Friday, July 31, 2009

Back in KSL

It was great being back in Keur Samba Laube, our inaugural test village. The little urban community on the edge of Mbour welcomed us back for a two day follow-up to our initial visit just over a month ago. It was great getting to reconnect, work, and hang out again with the villagers and our hosts.

Having demonstrated and set up the initial group for KSL during our first visit, we wanted to check back in with them, see how it was being used, clarify any confusions in the system, and see what advice they had for improvements. From Dakar we were able to identify two main problems we were hoping to address: a low volume of messages and slow growth of the network’s size.

Discussions with the villagers gave valuable insight. We quickly confirmed what we had been weary of following our experiences in Ouonk and Badioure, that we had been too restrictive in our initial implementation effort. Instead of limiting system use to large-sized community development activities, we decided to broaden the scope of accepted and encouraged messages to include social events like weddings and baptisms as well as any community-wide discussion that villagers felt was appropriate. In essence we want the system to be used not just as an event notification tool, but as a veritable community forum, free to be used as the villagers deem appropriate.

We are additionally hoping that this increased message volume will help address the problem of slow network growth. More volume will give villagers more interest in joining the network and in recruiting their friends. It will also get them more comfortable with the technology and give them more opportunities to practice their literacy skills.

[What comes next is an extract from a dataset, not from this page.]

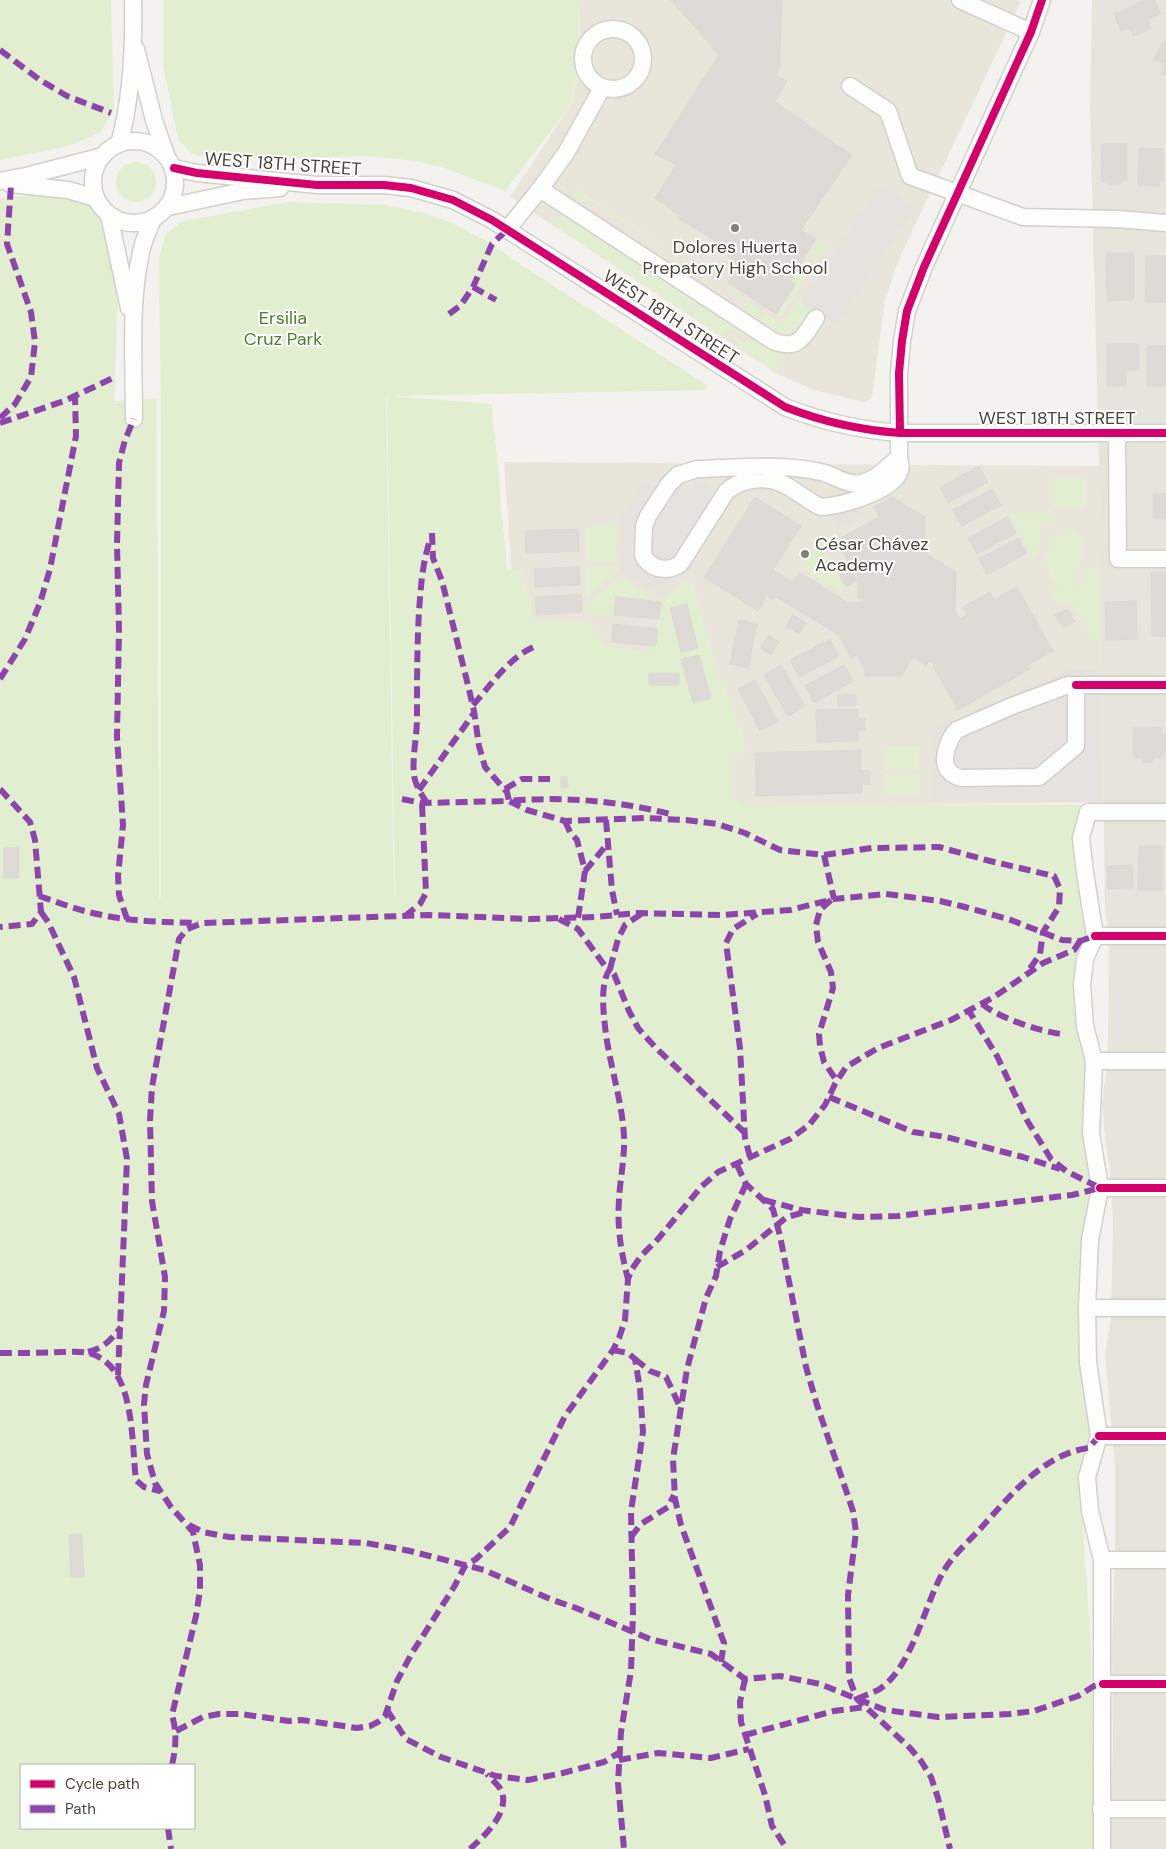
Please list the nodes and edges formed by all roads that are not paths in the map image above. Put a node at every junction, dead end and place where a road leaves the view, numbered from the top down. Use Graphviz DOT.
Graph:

Youth in particular continued to face the problem of lack of credit and also made clear that they had not been comfortable contributing to a full community discussion. The former remains a problem we would like to resolve with the phone company. The latter we addressed by creating a unique group for the KSL youth or “ksl jeunes”. Hopefully, this will serve as a safe space for KSL youth and they will feel more motivated to use and grow the system.

We also identified and trained two local community leaders, one for the youth and the other for the adult group, to be in charge of helping people join and serving as the first line of problem solving in the village. The local Imam was placed in charge of the adult group while Awa Diop, a 17-year-old college student was handed the reigns of the youth group. As we set up the youth group, Awa took us on a tour of KSL. We were all impressed as she explained to each group of people we encountered how the system works and its benefits in convincing them to join.

Finally, two Tostan facilitators in Mbour were extremely excited by the forum system. While they do not serve in insular “villages” like most Tostan classes, they were excited to use the system as a community discussion tool for their women’s groups. It will be interesting observing how their systems progress with almost nonexistent help in direct implementation from Tostan Dakar staff… stay tuned…

It was clear when we left that the people of KSL and Mbour understood the SMS system much more thoroughly than after our initial visit and that they were more motivated to use it. We’ll be eagerly following their progress.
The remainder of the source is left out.